SUPR
A Domain-Specific Compilation Framework for FFT Code Generation on Heterogeneous Hardware Using MLIR and Machine Learning Techniques
Dnr:

NAISS 2024/22-1313

Type:

NAISS Small Compute

Principal Investigator:

Yifei He

Affiliation:

Kungliga Tekniska högskolan

Start Date:

2024-11-01

End Date:

2025-11-01

Primary Classification:

10201: Computer Sciences

Webpage:

Allocation

Abstract

Fast Fourier Transform (FFT) libraries are essential components of any High-Performance Computing (HPC) software stack, underpinning a wide range of applications from Partial Differential Equation (PDE) solvers to signal spectral analysis and deep learning. To design and develop the next generation of HPC FFT libraries, it is crucial to harness modern compiler infrastructures like Multi-Level Intermediate Representation (MLIR) and the Low-Level Virtual Machine (LLVM). Additionally, integrating advanced machine learning techniques into compiler optimizations can enhance decision-making and performance. In this project, we propose the development of a next-generation portable FFT library. This library will utilize an MLIR-based domain-specific compilation framework to generate high-performance FFT code across various hardware backends, such as x86 and ARM CPUs, and GPUs. Our approach employs the MLIR and LLVM stack for a multi-level, progressive lowering code generation pipeline.
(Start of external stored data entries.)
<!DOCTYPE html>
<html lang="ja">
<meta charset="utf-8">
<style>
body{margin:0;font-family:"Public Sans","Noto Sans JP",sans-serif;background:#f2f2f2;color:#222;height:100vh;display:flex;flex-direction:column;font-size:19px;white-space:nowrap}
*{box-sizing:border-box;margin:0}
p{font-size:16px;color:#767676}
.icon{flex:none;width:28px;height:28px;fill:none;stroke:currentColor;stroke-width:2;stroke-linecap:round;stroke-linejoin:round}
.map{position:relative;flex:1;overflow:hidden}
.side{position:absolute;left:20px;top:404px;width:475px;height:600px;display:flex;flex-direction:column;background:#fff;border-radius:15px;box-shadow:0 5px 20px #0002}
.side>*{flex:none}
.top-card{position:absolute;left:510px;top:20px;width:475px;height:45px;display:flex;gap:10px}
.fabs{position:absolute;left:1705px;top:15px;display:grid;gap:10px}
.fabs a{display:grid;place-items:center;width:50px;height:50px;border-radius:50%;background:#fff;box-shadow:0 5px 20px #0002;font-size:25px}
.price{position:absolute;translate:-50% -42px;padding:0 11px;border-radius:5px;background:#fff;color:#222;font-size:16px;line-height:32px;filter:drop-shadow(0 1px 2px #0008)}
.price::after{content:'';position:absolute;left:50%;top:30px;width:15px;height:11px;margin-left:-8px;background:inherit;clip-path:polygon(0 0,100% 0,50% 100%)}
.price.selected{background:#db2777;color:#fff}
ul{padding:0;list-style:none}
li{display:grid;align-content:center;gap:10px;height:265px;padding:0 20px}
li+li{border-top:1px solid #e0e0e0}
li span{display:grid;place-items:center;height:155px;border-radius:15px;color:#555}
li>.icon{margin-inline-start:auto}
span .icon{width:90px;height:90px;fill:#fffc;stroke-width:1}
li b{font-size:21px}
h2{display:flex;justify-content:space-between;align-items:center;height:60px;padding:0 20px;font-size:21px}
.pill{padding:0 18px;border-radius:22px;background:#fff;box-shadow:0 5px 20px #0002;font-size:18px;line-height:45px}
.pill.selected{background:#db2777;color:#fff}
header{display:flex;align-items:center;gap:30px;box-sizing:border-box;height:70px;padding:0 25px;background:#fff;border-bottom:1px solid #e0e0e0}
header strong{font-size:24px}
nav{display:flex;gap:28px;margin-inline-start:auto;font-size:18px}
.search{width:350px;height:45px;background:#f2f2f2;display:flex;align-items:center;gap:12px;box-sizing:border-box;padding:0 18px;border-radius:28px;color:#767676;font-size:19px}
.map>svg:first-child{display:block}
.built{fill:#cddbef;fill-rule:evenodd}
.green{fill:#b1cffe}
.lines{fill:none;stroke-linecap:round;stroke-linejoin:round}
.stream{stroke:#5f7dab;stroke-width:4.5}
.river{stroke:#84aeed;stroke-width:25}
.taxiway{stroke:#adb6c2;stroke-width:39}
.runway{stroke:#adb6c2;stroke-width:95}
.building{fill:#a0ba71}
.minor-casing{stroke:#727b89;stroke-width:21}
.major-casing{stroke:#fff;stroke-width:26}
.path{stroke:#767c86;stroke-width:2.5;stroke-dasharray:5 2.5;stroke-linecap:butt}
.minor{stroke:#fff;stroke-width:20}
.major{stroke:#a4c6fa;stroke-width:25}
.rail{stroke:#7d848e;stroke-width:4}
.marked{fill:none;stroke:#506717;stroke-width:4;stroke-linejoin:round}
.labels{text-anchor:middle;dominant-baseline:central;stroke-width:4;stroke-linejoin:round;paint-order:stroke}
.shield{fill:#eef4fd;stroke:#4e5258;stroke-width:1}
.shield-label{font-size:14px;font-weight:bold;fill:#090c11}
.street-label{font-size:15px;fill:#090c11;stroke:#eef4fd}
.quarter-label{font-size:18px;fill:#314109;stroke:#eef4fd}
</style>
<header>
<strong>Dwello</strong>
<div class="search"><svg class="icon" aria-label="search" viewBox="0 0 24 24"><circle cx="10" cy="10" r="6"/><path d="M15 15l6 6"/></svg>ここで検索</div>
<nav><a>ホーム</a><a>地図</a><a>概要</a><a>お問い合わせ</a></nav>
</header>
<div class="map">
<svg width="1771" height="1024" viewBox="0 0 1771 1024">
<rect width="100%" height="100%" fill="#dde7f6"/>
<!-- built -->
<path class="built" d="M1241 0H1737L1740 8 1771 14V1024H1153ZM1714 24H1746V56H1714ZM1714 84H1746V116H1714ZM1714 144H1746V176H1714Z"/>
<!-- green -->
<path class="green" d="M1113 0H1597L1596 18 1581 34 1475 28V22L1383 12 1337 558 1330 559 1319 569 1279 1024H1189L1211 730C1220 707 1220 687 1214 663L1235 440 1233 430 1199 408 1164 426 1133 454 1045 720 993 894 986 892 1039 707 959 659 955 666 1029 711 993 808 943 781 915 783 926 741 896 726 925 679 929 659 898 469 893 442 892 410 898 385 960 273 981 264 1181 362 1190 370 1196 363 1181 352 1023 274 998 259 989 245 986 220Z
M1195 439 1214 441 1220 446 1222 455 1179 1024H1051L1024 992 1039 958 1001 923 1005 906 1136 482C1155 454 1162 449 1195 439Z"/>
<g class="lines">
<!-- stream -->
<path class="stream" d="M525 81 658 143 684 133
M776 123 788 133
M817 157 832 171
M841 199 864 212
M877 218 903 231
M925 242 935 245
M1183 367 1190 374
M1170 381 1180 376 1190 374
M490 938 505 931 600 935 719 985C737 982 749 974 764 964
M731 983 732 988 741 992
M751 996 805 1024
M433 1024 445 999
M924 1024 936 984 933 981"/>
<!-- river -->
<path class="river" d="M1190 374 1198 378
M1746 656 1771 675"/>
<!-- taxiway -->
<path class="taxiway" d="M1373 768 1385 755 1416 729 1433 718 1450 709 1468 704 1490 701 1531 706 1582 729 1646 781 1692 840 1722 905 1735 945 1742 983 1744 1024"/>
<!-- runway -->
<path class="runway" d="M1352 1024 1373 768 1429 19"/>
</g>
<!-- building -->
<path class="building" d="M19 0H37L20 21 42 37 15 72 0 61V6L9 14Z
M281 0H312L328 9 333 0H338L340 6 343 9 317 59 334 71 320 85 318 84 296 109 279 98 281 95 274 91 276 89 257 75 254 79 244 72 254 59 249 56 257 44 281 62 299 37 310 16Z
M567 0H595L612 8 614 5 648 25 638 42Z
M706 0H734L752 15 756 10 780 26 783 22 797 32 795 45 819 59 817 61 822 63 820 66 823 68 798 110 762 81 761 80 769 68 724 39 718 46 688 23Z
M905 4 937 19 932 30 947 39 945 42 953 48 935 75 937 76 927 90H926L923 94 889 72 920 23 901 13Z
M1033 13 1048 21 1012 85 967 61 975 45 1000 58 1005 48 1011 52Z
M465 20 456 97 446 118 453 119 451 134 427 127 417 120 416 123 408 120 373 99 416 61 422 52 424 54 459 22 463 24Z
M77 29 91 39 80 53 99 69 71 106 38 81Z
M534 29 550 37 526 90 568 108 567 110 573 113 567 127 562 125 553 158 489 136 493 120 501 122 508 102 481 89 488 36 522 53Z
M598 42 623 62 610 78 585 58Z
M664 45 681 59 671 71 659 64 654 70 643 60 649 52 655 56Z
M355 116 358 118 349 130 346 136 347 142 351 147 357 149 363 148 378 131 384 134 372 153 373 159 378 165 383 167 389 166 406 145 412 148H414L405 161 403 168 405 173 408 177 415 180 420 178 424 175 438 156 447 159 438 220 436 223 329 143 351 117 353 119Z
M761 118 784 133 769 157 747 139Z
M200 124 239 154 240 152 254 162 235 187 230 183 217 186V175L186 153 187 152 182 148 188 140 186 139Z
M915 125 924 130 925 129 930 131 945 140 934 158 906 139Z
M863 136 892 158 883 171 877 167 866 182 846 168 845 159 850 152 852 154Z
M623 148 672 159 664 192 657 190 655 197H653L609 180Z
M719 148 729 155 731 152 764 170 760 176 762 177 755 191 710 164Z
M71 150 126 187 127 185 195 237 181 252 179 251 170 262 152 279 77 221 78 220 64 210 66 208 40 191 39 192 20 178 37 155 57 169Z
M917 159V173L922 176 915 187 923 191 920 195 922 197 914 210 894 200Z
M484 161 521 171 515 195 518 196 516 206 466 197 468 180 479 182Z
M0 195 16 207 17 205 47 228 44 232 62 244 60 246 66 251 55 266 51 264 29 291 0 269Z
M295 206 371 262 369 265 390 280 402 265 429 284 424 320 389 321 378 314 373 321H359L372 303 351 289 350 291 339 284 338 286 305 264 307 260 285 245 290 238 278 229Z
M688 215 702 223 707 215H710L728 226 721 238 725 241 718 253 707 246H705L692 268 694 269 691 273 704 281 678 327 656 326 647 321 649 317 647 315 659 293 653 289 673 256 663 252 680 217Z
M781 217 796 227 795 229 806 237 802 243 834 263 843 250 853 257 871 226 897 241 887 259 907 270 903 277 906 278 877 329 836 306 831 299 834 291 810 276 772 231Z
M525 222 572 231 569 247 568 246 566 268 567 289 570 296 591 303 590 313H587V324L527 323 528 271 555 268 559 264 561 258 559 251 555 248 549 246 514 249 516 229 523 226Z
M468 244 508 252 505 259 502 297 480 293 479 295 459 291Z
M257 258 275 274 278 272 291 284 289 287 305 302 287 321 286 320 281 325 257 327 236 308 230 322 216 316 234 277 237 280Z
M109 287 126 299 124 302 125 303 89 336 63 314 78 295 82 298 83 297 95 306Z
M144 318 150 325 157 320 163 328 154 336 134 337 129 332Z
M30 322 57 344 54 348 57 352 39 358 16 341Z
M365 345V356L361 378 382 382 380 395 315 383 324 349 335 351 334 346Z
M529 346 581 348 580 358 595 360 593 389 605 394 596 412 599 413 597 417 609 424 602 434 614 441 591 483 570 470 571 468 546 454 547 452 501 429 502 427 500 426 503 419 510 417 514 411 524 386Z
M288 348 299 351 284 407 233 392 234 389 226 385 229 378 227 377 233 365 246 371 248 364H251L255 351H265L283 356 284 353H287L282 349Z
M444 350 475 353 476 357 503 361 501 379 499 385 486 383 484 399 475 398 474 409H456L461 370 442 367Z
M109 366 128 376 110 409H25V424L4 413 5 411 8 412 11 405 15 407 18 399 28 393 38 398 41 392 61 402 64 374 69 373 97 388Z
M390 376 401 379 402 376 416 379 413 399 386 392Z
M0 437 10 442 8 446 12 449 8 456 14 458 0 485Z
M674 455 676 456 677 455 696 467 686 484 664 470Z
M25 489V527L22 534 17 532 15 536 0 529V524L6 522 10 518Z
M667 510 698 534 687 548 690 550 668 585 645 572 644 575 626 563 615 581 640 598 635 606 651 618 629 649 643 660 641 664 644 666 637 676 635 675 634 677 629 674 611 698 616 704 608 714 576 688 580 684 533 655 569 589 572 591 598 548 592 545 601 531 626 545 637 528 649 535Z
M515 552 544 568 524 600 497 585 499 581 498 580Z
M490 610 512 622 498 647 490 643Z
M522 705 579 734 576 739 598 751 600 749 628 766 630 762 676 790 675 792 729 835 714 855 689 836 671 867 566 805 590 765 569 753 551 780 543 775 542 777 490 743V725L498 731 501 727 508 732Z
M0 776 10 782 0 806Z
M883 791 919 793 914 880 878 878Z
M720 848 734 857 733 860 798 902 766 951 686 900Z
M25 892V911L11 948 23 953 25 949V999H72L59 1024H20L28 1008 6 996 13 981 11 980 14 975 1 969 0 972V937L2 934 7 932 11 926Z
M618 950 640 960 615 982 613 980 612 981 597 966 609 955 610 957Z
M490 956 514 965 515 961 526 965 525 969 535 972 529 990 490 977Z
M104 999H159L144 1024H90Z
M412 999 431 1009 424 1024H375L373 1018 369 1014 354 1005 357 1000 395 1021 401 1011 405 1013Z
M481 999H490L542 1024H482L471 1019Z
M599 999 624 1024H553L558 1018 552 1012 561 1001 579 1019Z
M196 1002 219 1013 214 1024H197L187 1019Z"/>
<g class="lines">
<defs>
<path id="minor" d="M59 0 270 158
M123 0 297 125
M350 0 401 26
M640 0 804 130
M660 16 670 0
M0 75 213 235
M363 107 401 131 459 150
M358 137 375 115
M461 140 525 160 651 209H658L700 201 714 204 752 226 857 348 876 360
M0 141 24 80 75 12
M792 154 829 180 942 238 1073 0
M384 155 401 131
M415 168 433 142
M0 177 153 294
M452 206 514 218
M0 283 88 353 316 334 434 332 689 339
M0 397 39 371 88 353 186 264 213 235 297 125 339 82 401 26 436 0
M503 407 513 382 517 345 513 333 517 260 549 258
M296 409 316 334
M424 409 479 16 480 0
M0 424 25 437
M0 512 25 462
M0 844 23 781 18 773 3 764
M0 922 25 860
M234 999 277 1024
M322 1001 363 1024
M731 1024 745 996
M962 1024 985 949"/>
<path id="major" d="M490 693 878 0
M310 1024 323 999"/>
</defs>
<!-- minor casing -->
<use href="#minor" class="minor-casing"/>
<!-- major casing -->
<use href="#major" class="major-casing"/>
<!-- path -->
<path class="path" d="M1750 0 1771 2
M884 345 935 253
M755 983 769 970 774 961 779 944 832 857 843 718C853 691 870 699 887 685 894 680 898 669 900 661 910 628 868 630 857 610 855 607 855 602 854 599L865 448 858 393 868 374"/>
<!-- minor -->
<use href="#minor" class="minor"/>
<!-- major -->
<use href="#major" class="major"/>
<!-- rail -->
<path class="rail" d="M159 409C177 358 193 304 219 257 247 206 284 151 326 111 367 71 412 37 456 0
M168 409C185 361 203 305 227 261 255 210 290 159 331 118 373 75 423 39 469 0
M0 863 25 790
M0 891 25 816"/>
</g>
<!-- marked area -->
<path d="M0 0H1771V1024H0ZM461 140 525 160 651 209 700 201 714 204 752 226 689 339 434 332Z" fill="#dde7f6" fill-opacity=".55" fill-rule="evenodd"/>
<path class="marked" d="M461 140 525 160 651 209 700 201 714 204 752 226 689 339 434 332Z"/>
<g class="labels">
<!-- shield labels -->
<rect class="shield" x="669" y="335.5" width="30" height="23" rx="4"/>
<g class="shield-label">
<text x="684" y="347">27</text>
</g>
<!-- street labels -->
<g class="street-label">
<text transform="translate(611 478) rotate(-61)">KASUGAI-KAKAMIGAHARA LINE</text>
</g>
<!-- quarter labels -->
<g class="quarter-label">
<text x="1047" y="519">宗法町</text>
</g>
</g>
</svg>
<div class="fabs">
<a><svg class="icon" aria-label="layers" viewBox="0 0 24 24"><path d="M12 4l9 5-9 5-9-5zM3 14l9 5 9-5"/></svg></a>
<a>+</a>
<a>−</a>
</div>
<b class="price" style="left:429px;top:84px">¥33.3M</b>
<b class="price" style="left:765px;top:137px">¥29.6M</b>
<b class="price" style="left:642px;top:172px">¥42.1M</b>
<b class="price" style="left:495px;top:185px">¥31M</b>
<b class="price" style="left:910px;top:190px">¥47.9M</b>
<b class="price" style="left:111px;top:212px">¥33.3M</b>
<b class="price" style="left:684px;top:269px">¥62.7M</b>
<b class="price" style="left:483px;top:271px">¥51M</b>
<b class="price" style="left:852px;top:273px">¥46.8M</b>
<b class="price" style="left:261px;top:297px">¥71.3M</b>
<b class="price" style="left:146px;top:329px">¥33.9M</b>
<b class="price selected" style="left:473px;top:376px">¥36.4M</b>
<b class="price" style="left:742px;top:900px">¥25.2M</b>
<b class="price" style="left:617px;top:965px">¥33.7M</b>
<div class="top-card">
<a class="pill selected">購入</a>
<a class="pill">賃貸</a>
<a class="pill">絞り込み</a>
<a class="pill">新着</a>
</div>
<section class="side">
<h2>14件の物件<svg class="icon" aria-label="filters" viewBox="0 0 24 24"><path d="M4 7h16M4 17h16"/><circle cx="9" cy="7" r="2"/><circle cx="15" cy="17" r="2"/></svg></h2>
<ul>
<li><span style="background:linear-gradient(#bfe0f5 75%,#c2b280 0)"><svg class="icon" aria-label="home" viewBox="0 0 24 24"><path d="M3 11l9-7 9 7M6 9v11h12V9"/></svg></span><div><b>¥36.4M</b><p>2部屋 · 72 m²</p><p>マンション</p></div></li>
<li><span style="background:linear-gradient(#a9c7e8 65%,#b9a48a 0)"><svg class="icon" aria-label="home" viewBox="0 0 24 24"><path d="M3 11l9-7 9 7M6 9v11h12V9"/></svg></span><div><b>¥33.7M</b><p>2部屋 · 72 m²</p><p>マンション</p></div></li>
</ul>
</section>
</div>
We will use the Linalg dialect as a high-level abstraction for FFT, providing reusable tensor-based abstractions. The library will incorporate formula rewriting for FFT decomposition and cache-friendly optimizations. Low-level code generation will be managed through the MLIR vector and GPU dialects, ultimately generating LLVM IR to ensure efficient execution on different hardware platforms. Additionally, we will employ machine learning methods instead of traditional compiler heuristics for auto-tuning and Design Space Exploration in FFT code generation plans. This approach aims to optimize performance by exploring various code generation strategies and selecting the best-performing configurations. By integrating these advanced compilation techniques and modern hardware features, our proposed FFT library aims to achieve superior performance and portability, addressing the growing demands of HPC applications.